Joint Replacement, Sports Medicine, Spine Surgery, Pediatric Orthopaedics, Neurology, Hand and Foot Surgery

Hammertoes

The term hammertoe refers to a flexion deformity or buckling of the joints within the toes. Depending on which joint or joints are affected, similar conditions known as mallet toes or clawtoes can also occur. These conditions are frequently painful and usually cause considerable difficulty in obtaining comfortable footwear.

Common Symptoms:

As the joint assumes a flexed position, a deformity results which creates a bony prominence that is vulnerable to pressure from the shoe. Constant, repetitive pressure, especially from ill-fitting or constrictive shoes leads to pain over the deformed joint. Symptoms typically occur over the interphalangeal joint (between bones in the toe) but can also occur at the tip of the toe or beneath a metatarsal head (ball of the foot).

Over time, the skin adjacent to the prominent bone becomes irritated leading to the formation of corns and calluses. These are thickenings of the outer layer of skin, which form in an attempt to protect the underlying structures from pressure. In severe cases, inflammation, ulceration, and infection can result, further complicating the condition.

Diagnosis:

A history and physical exam is needed to make the diagnosis of hammertoe deformity. Foot X-rays while the patient is standing also provide useful information in evaluating the deformity.

Treatment Options:

Several options are available for the treatment of a hammertoe deformity. The treatment depends on the nature and severity of the specific condition and the factors that caused it. In the early stages, avoidance of ill-fitting , constrictive footwear, especially high heel shoes, may be effective in reducing symptoms.

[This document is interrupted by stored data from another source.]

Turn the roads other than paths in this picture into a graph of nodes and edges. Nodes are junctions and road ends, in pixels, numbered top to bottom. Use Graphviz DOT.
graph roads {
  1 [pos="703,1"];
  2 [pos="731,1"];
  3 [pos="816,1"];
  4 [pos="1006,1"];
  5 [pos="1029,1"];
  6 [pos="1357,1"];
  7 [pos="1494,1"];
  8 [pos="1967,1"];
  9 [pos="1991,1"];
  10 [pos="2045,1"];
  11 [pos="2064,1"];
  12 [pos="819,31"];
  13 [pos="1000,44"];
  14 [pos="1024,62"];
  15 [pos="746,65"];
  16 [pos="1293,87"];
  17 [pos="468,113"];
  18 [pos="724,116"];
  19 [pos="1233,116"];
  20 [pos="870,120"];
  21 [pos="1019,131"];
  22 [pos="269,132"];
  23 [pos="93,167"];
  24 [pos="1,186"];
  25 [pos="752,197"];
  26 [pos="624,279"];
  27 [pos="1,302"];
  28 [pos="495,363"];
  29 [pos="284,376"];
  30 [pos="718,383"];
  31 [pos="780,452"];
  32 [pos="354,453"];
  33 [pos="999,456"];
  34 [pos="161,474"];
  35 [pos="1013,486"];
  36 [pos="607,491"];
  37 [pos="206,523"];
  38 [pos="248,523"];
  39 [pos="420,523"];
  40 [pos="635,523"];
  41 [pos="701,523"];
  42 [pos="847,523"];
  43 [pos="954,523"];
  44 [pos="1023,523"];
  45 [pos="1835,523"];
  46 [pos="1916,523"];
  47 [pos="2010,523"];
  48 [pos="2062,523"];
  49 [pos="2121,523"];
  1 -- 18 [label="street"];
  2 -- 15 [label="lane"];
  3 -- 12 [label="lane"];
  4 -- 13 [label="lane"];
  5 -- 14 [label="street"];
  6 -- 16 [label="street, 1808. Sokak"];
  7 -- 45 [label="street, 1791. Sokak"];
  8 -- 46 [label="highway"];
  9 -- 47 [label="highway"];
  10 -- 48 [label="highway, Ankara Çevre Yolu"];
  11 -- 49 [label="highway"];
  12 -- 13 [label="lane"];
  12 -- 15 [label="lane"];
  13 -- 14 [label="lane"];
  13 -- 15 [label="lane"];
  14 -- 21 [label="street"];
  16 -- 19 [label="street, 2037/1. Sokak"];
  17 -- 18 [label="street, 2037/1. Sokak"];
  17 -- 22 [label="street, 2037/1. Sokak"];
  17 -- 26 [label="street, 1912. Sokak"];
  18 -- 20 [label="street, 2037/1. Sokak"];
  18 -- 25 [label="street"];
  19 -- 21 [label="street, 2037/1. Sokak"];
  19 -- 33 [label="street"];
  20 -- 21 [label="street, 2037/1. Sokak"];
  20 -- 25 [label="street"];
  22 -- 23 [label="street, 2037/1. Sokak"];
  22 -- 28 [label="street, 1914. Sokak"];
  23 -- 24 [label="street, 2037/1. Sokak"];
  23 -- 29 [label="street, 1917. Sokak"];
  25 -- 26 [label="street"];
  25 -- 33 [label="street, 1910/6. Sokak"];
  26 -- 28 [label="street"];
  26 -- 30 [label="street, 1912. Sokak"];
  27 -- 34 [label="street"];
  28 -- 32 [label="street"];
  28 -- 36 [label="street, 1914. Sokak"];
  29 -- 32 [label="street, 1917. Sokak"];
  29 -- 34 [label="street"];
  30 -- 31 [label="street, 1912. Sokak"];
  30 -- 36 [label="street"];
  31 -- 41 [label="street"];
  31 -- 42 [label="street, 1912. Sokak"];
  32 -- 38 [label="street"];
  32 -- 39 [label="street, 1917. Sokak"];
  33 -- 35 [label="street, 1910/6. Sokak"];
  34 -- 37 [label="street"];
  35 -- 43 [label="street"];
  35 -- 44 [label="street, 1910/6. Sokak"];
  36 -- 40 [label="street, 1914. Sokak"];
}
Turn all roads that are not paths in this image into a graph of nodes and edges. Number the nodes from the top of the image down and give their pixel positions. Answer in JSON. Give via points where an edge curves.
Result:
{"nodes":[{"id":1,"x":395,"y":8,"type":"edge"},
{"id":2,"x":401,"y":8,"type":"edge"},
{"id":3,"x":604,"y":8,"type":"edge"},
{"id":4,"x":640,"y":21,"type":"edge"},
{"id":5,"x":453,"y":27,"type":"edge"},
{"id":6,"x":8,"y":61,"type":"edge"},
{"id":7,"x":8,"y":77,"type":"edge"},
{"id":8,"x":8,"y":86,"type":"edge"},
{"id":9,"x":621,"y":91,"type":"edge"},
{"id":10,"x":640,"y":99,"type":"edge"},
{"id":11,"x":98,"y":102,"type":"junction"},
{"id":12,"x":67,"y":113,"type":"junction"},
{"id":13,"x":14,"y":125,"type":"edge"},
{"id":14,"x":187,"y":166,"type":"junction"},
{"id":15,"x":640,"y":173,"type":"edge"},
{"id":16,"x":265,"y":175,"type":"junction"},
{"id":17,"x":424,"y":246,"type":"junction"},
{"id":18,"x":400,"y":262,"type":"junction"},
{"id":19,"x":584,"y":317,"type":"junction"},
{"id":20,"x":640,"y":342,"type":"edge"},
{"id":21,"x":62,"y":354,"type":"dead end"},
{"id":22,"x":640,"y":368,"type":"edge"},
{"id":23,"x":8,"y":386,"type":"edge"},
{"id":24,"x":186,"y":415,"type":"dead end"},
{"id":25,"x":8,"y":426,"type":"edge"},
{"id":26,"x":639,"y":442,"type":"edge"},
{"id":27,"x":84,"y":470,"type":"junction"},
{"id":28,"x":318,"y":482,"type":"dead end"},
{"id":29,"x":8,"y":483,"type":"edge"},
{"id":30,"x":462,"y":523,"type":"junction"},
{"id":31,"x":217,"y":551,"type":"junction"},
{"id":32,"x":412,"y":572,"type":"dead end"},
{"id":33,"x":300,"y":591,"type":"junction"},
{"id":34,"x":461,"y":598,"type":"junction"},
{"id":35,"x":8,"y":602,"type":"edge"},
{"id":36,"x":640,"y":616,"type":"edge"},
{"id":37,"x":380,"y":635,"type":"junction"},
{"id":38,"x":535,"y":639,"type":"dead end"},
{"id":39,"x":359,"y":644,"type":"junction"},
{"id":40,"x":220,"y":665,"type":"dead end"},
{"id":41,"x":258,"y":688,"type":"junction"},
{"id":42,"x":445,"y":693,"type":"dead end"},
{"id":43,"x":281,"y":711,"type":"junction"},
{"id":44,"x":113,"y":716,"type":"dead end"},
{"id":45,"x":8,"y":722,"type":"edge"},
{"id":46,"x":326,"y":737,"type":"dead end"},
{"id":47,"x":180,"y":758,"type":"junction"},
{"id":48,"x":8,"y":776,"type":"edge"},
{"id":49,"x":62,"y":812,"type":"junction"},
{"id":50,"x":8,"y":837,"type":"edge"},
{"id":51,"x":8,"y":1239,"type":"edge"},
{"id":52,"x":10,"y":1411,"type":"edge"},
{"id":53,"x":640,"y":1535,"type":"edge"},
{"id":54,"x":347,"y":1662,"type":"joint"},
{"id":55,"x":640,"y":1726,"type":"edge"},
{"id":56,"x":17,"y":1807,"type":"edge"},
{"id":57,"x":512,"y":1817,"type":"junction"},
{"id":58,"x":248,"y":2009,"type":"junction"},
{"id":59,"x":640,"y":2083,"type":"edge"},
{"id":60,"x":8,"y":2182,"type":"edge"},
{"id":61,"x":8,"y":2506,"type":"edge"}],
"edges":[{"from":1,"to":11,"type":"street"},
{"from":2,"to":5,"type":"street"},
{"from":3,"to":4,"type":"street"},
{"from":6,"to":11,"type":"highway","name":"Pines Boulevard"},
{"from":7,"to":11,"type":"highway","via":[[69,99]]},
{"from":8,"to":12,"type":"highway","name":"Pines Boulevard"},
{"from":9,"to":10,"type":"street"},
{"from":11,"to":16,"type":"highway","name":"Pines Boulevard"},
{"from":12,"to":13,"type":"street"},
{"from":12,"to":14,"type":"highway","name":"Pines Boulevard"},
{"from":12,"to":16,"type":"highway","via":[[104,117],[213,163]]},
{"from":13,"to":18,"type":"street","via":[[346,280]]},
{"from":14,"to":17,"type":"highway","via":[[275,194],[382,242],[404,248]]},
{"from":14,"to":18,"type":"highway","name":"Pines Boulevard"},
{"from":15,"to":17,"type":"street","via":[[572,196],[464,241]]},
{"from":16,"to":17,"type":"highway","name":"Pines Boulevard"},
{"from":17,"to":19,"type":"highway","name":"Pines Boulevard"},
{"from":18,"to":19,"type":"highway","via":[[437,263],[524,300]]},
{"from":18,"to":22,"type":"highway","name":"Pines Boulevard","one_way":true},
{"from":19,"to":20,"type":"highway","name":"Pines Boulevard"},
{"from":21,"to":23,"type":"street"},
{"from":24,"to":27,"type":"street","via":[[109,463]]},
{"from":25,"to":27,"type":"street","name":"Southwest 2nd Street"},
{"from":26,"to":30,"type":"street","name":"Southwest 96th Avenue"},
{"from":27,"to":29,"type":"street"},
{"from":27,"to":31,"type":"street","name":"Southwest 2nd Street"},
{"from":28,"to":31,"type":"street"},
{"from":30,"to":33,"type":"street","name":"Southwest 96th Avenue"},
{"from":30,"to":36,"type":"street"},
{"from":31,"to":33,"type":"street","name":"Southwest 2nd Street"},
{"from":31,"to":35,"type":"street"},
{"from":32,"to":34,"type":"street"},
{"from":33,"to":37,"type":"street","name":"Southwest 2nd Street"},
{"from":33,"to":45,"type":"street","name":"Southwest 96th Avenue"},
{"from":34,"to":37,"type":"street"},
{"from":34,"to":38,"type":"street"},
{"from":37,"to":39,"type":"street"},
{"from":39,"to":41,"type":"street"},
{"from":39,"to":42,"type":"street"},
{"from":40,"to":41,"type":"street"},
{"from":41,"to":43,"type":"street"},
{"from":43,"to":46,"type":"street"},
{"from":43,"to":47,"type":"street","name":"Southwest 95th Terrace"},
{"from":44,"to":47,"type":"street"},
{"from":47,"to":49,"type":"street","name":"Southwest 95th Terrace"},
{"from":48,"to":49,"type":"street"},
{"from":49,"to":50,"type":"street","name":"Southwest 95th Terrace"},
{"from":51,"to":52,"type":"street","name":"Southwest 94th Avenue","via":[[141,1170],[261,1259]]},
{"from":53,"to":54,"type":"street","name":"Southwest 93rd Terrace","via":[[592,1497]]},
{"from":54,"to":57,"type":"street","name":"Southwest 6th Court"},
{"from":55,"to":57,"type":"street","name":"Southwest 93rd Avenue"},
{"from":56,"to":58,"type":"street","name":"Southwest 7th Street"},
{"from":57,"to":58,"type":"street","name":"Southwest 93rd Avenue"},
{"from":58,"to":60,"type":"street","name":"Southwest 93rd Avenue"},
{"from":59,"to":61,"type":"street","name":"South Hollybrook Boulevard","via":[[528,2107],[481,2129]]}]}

  • Periodic trimming of corns and calluses provides temporary relief of discomfort.
  • Various types of accommodative padding or shoes with deeper toe boxes may decrease pressure over bony prominences.
  • Biomechanical abnormalities such as excessive pronation should be evaluated and treated with appropriate orthotic devices.
  • For many patients however these conservative treatments provide only partial or temporary relief of symptoms as they do not correct the deformity.

If conservative methods fail or in more advanced cases, surgery is usually necessary to eliminate symptoms, correct the deformity, and restore function and stability to the toe. Today many good surgical procedures are available for the correction of hammertoes. The specific procedures required will depend on the type and severity of the individual deformity. Hammertoe repair is usually performed on an outpatient basis under local anesthesia with intravenous sedation.